Coba menoleh kebelakang. Pohon randu yang dulu penuh paku sendu, barisan kembang kertas terus berkibar seiring angin yang berputar. Kini telah tiada, hilang seiring jauhnya perjalanan kaki menapaki cakrawala. Berganti dengan tiang jemuran berisi kaus kaki dan pakaian bayi, kembang randu yang berguguran berganti dengan warna-warni bungkus jajanan, asap yang membumbung mana bisa menarik kupu dan kumbang berdendang. Raib dalam dekapan waktu silih berganti, tenggelam oleh tetes air hujan yang terasa lebih asam. Kembang randu penuh rindu, kembang kertas yang melambai mengucapkan selamat tinggal.
Sejenak menata ruang hayalan. Kan ku dirikan prasasti besar dari tumpukan koran, kan ku pagar dengan pidato para pembesar yang berkobar.
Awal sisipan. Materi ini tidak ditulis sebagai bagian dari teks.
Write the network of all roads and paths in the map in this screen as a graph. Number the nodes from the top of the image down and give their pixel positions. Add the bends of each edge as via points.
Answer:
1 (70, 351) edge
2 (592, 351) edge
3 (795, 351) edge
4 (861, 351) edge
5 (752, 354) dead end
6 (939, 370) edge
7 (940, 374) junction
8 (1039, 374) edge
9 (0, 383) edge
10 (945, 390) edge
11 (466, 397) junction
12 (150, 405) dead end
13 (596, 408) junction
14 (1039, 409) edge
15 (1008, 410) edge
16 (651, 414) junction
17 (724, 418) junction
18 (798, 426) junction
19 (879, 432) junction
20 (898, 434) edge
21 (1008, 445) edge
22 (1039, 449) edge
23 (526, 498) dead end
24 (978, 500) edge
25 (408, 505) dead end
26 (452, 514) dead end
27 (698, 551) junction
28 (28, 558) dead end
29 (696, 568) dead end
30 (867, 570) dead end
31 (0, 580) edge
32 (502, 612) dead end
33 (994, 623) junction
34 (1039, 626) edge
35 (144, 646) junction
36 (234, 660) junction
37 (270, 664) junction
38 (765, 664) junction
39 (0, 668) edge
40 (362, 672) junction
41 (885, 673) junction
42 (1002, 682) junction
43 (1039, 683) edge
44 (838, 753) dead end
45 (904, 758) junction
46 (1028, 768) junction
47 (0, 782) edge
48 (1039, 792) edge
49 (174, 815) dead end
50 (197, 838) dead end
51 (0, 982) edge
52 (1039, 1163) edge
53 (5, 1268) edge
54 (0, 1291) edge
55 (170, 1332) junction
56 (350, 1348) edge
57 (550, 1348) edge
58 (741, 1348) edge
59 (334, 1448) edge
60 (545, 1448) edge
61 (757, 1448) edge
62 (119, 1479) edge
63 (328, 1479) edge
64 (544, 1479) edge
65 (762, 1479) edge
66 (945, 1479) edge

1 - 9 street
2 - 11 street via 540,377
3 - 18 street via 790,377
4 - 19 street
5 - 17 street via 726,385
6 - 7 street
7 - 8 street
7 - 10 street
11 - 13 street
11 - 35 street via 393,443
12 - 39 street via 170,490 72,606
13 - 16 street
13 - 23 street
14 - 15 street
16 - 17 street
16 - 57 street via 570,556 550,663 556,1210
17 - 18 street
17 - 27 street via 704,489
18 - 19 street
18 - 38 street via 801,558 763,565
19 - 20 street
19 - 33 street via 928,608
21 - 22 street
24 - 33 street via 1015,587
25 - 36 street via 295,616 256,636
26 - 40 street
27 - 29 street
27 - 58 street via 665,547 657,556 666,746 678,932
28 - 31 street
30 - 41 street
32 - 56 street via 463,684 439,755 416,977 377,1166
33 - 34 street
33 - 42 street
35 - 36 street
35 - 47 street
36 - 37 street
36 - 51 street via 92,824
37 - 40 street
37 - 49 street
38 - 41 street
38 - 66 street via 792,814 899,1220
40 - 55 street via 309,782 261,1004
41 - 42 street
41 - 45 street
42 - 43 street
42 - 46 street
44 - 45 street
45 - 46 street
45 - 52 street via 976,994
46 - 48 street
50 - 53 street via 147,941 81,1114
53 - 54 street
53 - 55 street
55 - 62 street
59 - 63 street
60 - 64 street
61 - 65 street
Heroik dalam penyampaian, menggelegar membakar nalar dan naluri akan kemakmuran. Selebihnya hanya teori kemuflase kekuasaan, penuh janji bergerigi yang diam-diam menghujam pedih.
Kini terbukti dalam babad prasangka kadaluarsa, menoleh penuh cela meniadakan pemenuhan amanah. Entah terlupa karena nikmatnya kursi kuasa, entah tak berdaya karena balas budi adalah sifat ksatria, singgasana itu terkurung lukisan abstrak bercat darah.
Menolehlah sesekali. Agar engkau jumpai capung berkaki baja masih menari. Di dahan pohon randu khayalan, di ranting kembang kertas yang tercabut dari impian. Setengah pedih jika engkau mengerti, setengah malu bila benar perasaanmu peka seperti dulu.
Menolehlah terakhir kali! Agar sejarah mencatatmu dalam larik puisi imajinasi, di muat kran yang alhirnya menjadi bungkus gorengan, mendadak viral tapi akhirnya hanya penghuni kuburan ingatan. Menolehlah jika dirimu sempat. Hari ini tutup buku pohon randu.